SOURCE RECORDS START

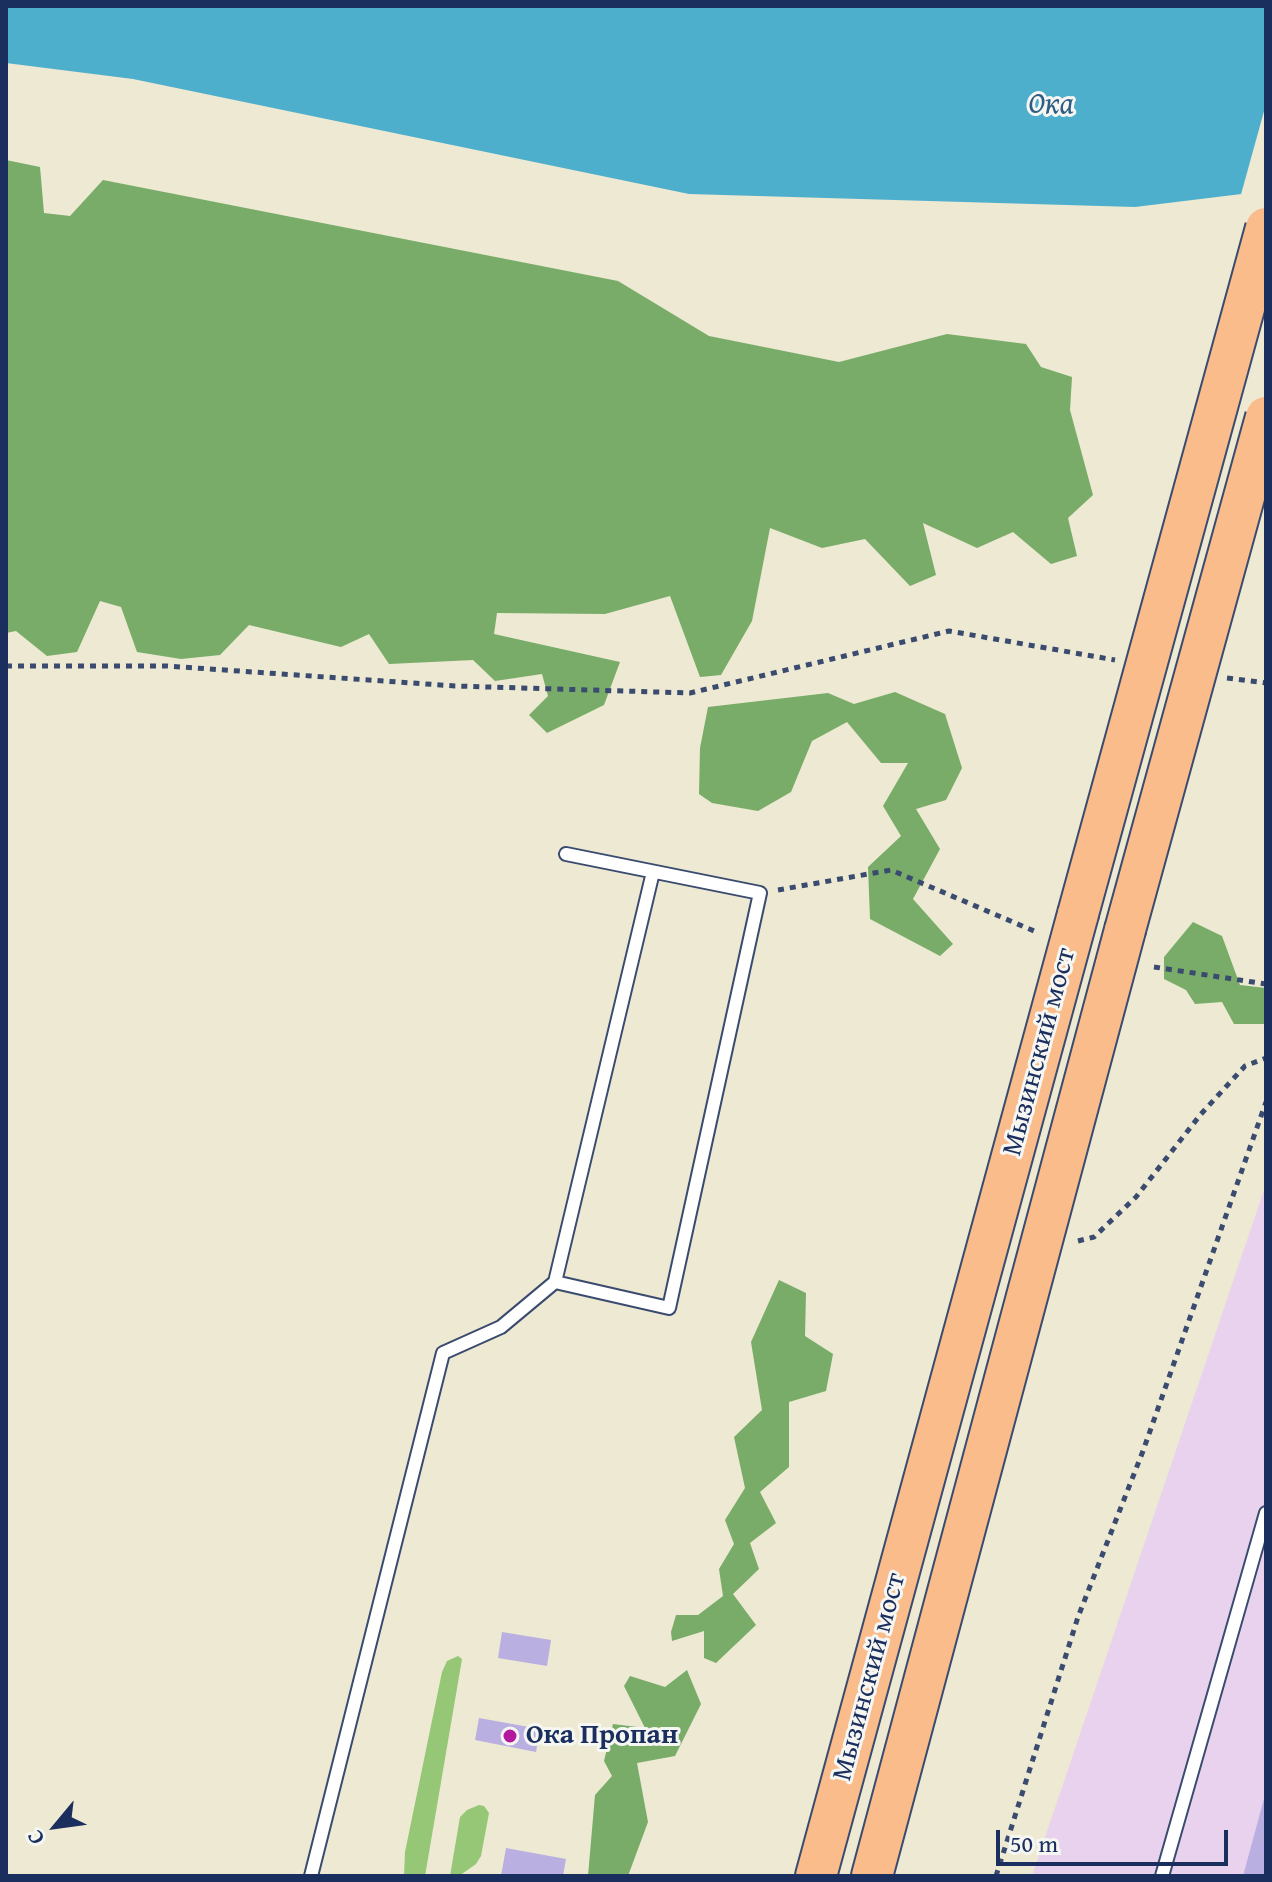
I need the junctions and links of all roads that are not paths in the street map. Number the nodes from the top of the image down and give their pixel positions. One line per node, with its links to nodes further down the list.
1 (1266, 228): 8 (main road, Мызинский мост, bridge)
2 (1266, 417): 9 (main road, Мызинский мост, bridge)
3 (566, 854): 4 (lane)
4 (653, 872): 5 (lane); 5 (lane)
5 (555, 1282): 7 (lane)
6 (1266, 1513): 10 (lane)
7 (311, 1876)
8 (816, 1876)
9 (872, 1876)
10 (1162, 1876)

SOURCE RECORDS END

In your copy, exclude the pictures and repeat each entry above exactly.

[TASK RESULT]
I need the junctions and links of all roads that are not paths in the street map. Number the nodes from the top of the image down and give their pixel positions. One line per node, with its links to nodes further down the list.
1 (1266, 228): 8 (main road, Мызинский мост, bridge)
2 (1266, 417): 9 (main road, Мызинский мост, bridge)
3 (566, 854): 4 (lane)
4 (653, 872): 5 (lane); 5 (lane)
5 (555, 1282): 7 (lane)
6 (1266, 1513): 10 (lane)
7 (311, 1876)
8 (816, 1876)
9 (872, 1876)
10 (1162, 1876)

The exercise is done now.